Qu'il vienne me battre ! Il faut qu'un fils de Didiévi batte un autre pour développer la région. J'aurais voulu qu'avant de se répandre dans la presse, Gloris m'approche pour m'interroger sur ce qu'il me reproche. Peut-être qu'il comprendrait qu'il me fait un mauvais procès. Mais la chose ne date pas d'aujourd'hui. Qu'il tienne ses promesses vis-à-vis des populations et ait une conduite correcte avant d'accuser Ahoussou. Il va de parti en parti et il accuse les autres. Il dit jouir de sa liberté d'action et d'opinion.
Bien entendu. Mais qu'il assume. Je vous ai dit que Gbagbo Kouakou, un militant très engagé du FPI, va régulièrement à Raviart sans problème. Gloris vous accuse de corrompre ce dernier en lui faisant don de motos et autres biens. Heureusement que je suis l'exemple du Président Gbagbo qui demande aux Ivoiriens de partager. Si c'est cela corrompre, alors cela n'engage que Gloris. Il voit l'argent partout. La politique ne doit pas nous faire oublier le sens du partage et de la solidarité. Mais vous le faites avec des arrière-pensées. Sans aucune arrière-pensée. Ont-ils les preuves que j'ai offert des motos, de l'argent à des jeunes gens ? Je respecte Gbagbo Kouakou et tous les autres fils de Didiévi, militants du FPI, qui se sont engagés dans ce parti au moment où le PDCI était au pouvoir. Je ne partage pas leur choix politique mais je les respecte. Il ne faut pas qu'on salisse leur combat. Ceux qui se laissent corrompre, ce sont les nouveaux convertis. Si Gbagbo Kouakou voulait se laisser corrompre, ç'aurait été au moment où le PDCI était tout rayonnant. Informez-vous auprès des populations de Didiévi et particulièrement auprès des militants des partis autres que le PDCI. Ils vous diront que j'ai de très bons rapports avec eux tous. Les extrémistes n'ont pas leur place en politique. Rien n'interdit que demain, il y ait entre M. Bédié et le Président Gbagbo un rapprochement pour une gestion apaisée de la Côte d'Ivoire. Il faut tout prévoir dans un esprit d'ouverture et de tolérance. Au nom de la tolérance et de l'ouverture que vous prônez, ne pouvez-vous pas lancer un appel à l'apaisement pour que tout le monde, y compris Gloris, puisse circuler partout à Didiévi?
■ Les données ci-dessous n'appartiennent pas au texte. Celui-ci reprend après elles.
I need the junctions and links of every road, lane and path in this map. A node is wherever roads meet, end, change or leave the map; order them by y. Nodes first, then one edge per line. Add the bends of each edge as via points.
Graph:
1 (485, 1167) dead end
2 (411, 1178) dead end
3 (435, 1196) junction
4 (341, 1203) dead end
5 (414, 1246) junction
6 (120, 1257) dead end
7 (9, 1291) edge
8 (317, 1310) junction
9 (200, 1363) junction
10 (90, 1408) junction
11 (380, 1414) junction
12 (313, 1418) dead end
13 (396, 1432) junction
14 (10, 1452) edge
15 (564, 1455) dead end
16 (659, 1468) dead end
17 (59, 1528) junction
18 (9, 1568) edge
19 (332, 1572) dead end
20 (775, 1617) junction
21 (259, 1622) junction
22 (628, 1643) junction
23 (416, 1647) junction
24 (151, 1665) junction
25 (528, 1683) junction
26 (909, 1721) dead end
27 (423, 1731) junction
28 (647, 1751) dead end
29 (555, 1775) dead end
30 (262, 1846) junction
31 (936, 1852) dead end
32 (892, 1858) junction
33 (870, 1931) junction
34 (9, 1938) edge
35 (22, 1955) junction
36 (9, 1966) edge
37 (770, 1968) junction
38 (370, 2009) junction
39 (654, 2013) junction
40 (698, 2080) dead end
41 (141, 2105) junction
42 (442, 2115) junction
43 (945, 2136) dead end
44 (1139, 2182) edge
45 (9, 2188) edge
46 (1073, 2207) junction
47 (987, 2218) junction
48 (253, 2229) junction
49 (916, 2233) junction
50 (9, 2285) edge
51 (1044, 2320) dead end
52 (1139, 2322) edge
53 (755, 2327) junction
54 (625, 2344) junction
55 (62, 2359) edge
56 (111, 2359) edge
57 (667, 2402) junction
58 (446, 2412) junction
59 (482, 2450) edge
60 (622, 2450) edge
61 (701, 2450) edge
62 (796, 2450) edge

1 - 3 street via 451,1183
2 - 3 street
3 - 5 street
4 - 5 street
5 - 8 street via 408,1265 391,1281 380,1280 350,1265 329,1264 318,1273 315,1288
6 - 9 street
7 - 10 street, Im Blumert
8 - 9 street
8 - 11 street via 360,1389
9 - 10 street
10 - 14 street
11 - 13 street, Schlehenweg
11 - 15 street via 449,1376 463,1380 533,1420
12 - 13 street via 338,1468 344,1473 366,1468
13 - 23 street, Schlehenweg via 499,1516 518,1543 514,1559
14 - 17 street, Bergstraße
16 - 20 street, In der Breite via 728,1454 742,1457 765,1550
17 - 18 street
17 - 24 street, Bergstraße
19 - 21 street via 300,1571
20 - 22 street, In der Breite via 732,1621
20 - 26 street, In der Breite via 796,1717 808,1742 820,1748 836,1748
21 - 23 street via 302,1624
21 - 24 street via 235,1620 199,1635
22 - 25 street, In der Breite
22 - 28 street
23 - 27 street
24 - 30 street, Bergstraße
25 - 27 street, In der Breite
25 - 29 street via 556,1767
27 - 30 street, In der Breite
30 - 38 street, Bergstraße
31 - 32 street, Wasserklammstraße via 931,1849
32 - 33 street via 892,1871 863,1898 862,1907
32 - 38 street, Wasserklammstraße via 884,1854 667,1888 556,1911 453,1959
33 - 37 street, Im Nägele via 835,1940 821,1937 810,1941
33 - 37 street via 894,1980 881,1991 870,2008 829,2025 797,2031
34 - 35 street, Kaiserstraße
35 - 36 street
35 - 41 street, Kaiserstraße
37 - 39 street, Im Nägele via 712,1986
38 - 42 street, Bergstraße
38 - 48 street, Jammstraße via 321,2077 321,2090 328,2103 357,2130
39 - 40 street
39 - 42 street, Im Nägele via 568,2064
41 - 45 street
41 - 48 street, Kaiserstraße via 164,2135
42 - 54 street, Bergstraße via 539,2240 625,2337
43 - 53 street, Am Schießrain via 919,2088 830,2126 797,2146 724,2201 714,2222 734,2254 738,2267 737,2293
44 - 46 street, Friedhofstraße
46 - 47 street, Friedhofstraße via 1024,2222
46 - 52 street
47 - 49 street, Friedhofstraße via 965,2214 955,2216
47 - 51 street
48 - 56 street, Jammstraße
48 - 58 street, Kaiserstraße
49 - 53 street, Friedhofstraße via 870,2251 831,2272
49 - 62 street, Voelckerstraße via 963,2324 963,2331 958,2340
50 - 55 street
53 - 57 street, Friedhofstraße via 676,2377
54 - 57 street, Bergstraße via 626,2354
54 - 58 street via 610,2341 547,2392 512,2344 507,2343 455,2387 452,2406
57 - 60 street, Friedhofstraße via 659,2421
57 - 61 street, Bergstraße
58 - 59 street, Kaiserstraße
Je ne délivre pas de laissez ?passer pour circuler à Didiévi. Cela dit, je suis prêt à lancer cet appel. C'est même un devoir pour moi en tant député et cadre de la région, de veiller à l'union entre ses fils et filles. Peut-être que je suis un épouvantail pour Gloris. Je pense qu'au-dessus de nos partis politiques, doit régner la fraternité entre nous. On n'a pas besoin d'un appel particulier pour que Gloris circule à Didiévi. Qu'il vide les contentieux qu'il a avec certaines personnes. C'est le conseil fraternel que je peux lui prodiguer.